→ **Assigned task**: Count, in the listing that follows, every line containing the word "TEMPLAR". Give the number by itself.

■ ■ ■

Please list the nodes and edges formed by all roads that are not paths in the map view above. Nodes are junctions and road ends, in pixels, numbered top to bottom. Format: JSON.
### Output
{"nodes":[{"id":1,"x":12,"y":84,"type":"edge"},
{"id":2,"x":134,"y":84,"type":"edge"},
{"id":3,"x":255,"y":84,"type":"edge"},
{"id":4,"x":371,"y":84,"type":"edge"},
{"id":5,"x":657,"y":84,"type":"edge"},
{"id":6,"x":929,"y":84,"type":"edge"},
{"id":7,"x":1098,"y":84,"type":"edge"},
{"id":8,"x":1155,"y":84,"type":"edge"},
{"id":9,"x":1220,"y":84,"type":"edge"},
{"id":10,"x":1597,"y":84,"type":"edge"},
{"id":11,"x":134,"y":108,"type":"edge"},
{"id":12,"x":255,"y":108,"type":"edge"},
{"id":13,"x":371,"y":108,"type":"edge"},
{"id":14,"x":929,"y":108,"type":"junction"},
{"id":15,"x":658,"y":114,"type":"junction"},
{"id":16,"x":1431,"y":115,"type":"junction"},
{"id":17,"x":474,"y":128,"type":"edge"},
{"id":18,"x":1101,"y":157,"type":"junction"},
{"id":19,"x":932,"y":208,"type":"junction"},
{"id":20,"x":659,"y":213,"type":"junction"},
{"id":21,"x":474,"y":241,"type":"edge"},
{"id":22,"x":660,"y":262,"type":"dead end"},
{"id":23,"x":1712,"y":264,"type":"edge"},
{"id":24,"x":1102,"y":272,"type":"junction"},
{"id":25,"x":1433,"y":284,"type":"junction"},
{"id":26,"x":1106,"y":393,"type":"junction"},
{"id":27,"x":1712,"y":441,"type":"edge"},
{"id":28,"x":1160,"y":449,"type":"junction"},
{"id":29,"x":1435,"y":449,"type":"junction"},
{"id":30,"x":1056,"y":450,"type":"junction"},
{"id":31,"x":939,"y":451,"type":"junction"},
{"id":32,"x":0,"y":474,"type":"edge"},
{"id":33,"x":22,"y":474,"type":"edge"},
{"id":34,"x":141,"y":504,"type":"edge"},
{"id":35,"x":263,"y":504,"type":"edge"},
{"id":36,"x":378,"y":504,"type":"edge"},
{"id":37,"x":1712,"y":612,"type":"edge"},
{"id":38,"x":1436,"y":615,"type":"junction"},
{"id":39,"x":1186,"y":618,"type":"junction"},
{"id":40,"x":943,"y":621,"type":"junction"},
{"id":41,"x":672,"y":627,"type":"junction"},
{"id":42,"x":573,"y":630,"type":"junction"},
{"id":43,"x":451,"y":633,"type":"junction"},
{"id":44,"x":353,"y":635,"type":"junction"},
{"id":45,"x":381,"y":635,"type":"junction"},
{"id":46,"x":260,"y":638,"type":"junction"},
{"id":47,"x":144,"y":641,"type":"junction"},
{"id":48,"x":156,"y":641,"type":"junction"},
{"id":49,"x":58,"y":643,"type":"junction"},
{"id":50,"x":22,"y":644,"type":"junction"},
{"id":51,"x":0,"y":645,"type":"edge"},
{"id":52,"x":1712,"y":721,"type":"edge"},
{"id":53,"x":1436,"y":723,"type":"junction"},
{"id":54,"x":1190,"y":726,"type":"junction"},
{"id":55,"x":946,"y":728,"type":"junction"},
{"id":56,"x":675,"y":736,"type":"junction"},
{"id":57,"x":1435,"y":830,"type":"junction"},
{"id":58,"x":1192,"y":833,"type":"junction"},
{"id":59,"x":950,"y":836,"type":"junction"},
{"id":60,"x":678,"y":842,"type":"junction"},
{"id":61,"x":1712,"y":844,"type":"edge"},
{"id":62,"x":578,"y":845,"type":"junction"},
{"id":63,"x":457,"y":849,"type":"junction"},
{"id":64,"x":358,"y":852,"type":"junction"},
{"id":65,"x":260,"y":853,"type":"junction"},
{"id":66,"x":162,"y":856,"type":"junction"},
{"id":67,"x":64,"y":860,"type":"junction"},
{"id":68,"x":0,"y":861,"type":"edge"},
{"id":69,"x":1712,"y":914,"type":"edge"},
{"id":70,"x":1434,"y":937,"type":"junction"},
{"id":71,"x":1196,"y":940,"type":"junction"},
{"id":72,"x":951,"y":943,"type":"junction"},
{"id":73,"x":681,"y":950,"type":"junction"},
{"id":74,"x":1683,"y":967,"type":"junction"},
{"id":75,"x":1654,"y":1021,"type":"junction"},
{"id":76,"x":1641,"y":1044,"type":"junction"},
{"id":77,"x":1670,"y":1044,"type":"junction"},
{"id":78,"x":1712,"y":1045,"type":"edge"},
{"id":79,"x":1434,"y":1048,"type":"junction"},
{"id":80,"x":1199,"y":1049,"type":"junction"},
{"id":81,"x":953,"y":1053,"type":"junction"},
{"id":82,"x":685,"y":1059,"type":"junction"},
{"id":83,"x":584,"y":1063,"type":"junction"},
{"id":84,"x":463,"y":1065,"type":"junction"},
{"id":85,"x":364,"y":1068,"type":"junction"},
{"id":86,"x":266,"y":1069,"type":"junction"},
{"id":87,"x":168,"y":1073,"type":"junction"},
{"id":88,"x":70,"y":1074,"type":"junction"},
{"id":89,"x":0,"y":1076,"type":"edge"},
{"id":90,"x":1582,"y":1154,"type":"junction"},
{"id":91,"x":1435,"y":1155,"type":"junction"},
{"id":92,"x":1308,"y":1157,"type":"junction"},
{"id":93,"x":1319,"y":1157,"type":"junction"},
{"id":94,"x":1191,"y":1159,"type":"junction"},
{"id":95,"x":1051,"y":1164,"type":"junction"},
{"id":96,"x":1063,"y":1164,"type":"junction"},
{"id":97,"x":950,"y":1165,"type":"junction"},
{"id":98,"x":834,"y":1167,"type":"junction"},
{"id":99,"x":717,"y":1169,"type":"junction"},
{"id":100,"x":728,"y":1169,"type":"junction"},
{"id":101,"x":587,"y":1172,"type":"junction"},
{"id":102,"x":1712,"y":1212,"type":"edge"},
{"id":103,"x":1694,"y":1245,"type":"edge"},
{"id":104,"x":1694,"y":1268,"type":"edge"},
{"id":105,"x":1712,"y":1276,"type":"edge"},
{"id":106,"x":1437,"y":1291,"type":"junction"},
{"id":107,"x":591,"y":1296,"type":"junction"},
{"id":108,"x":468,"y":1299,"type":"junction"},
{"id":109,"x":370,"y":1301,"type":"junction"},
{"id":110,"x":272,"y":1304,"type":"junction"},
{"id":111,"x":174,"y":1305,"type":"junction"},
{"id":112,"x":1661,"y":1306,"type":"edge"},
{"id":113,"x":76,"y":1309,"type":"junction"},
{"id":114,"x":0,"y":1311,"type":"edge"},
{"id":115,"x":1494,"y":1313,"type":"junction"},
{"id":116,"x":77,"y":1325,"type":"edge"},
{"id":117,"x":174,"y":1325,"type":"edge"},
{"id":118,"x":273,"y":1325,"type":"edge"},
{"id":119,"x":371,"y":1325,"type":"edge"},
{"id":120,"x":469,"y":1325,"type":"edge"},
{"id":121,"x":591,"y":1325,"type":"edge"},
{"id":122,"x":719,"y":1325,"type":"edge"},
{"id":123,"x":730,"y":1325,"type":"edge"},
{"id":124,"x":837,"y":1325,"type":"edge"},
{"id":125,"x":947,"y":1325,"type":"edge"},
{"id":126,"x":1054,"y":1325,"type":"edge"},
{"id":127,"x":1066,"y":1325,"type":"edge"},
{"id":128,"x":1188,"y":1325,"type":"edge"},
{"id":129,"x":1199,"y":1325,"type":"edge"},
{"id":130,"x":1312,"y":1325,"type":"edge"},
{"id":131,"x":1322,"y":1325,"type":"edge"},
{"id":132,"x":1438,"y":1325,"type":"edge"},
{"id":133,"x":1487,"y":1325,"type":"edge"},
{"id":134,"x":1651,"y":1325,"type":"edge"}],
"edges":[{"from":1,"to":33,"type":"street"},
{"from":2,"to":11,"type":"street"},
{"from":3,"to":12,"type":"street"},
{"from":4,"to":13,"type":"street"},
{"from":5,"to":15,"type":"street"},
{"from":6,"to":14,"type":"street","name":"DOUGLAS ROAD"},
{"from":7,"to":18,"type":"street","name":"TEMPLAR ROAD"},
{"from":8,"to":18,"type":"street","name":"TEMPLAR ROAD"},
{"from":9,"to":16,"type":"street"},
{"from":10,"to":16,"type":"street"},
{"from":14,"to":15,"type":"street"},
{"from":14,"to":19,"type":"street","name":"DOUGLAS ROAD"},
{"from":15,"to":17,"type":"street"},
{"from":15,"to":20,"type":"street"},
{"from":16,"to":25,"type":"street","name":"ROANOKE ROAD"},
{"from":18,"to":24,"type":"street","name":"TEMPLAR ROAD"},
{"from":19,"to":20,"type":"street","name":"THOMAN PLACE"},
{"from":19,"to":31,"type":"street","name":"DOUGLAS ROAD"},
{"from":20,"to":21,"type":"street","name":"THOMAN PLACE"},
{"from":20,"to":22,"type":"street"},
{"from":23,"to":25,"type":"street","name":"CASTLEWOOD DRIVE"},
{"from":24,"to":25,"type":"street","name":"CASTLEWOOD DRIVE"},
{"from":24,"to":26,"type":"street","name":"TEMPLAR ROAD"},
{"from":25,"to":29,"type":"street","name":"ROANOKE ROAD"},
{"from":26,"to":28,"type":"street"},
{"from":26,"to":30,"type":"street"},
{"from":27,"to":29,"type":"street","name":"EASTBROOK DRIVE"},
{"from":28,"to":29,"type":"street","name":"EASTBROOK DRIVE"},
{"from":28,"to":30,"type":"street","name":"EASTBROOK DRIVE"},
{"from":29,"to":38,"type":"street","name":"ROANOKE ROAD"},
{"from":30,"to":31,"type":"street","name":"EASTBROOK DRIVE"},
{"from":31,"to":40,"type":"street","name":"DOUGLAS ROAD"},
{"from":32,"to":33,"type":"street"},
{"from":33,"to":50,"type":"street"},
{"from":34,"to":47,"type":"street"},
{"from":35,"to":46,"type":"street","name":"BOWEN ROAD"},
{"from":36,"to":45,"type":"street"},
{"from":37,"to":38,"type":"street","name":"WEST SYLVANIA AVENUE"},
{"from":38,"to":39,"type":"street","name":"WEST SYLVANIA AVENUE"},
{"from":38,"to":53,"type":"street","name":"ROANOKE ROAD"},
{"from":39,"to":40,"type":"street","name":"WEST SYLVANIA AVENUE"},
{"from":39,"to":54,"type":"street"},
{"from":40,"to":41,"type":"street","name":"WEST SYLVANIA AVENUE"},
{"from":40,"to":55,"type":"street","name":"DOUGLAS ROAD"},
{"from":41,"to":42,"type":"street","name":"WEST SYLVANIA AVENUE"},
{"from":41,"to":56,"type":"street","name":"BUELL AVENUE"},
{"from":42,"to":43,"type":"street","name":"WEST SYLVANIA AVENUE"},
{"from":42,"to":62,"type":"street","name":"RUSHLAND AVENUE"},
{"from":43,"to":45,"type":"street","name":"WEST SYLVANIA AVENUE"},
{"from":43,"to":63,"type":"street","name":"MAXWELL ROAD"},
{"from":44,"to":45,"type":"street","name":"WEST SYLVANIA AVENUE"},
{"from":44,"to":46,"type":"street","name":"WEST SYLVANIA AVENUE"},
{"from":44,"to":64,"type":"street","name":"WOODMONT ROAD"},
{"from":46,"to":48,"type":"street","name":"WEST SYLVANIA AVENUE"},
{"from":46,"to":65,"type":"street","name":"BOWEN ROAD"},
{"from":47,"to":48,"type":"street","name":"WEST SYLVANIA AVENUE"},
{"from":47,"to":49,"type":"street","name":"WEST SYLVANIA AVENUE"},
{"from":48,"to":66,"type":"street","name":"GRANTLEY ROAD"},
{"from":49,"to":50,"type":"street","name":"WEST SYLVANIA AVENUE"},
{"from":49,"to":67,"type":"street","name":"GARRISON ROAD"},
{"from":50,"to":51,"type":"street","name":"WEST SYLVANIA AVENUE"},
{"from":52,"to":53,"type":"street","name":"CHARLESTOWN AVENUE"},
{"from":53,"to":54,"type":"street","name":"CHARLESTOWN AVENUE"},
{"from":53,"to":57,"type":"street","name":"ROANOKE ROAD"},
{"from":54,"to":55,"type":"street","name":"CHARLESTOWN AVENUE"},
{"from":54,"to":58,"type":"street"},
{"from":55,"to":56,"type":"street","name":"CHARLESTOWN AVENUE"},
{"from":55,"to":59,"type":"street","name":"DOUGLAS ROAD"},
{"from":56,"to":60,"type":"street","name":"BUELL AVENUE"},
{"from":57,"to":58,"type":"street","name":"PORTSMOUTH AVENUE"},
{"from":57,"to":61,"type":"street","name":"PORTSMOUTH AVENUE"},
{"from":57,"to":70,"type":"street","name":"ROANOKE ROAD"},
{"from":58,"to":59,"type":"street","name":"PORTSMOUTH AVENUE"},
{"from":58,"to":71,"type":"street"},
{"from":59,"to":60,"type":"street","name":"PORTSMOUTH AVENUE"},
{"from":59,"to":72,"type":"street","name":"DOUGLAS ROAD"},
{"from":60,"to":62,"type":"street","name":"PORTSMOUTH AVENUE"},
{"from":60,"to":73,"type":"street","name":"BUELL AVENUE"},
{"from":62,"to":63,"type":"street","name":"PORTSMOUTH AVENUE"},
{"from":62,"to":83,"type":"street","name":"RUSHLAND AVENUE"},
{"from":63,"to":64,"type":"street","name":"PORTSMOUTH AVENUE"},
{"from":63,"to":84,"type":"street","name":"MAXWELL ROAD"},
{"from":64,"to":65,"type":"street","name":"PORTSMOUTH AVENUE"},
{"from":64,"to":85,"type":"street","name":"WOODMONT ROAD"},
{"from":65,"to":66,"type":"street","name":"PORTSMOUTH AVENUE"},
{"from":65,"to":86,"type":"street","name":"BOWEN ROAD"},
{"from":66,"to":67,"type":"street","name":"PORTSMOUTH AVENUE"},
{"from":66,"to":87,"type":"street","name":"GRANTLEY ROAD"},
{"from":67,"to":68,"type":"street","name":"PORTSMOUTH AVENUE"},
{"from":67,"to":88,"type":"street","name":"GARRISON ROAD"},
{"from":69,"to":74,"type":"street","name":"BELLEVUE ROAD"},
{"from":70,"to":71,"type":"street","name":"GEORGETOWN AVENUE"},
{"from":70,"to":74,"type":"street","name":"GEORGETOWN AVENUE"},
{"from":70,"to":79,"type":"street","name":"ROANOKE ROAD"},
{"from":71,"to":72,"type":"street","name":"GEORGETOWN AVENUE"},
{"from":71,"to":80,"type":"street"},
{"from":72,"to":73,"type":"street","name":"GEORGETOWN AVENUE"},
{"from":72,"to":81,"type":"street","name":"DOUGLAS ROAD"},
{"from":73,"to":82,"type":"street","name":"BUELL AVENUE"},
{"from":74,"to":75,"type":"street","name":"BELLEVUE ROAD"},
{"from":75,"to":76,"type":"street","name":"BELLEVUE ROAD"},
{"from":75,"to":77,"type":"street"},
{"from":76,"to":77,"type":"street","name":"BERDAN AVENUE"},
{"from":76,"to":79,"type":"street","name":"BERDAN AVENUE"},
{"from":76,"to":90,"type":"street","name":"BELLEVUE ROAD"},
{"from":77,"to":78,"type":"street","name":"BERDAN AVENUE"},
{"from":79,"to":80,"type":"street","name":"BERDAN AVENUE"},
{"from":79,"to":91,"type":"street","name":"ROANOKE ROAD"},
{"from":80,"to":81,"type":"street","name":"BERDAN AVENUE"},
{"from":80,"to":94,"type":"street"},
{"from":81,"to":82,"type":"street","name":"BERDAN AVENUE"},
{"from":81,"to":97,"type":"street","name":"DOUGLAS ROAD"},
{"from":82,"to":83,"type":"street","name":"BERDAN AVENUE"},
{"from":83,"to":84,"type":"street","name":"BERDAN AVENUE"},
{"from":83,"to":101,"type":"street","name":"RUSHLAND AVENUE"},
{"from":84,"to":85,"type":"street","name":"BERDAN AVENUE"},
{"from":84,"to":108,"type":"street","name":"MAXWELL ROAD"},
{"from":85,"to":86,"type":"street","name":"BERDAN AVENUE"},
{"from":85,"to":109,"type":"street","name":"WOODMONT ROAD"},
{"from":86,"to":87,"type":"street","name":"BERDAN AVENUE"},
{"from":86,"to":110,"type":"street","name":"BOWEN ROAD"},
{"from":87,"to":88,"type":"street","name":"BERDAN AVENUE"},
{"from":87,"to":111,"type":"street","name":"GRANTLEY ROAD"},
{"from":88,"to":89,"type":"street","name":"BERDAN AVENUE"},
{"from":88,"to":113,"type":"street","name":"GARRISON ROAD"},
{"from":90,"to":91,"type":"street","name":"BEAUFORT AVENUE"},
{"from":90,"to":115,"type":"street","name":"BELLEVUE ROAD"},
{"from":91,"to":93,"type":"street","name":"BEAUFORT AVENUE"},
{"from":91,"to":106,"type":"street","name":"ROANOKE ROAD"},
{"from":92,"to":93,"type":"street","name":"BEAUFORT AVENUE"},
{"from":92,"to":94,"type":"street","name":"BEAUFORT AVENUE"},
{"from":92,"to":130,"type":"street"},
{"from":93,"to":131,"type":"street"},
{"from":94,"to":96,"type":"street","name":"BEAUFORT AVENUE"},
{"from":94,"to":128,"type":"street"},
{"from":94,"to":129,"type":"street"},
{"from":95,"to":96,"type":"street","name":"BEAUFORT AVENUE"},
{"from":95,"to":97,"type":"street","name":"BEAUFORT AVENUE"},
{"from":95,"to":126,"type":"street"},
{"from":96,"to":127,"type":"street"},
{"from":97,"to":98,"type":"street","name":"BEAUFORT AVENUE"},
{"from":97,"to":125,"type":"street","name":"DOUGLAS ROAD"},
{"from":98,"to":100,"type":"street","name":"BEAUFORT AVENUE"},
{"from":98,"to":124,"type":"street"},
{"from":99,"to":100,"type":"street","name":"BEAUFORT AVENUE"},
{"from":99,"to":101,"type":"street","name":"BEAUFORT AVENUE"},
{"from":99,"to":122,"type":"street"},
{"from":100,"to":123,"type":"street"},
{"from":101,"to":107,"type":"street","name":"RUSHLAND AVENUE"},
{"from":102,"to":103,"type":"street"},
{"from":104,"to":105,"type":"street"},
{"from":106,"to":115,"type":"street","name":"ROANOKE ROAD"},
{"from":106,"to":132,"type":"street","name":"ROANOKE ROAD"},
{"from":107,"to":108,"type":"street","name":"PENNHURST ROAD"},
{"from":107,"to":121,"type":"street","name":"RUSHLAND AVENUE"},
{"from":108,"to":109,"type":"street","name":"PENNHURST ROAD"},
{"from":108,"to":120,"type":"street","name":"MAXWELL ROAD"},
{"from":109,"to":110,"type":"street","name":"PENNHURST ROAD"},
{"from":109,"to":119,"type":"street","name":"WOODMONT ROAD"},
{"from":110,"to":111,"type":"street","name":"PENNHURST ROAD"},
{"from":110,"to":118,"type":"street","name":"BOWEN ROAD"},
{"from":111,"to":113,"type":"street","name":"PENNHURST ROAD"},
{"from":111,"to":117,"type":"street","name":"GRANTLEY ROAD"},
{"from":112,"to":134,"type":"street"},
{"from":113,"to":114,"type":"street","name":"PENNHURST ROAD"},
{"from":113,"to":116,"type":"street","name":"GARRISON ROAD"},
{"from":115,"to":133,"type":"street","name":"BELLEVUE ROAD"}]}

■ ■ ■

→ **Response to the task**: 4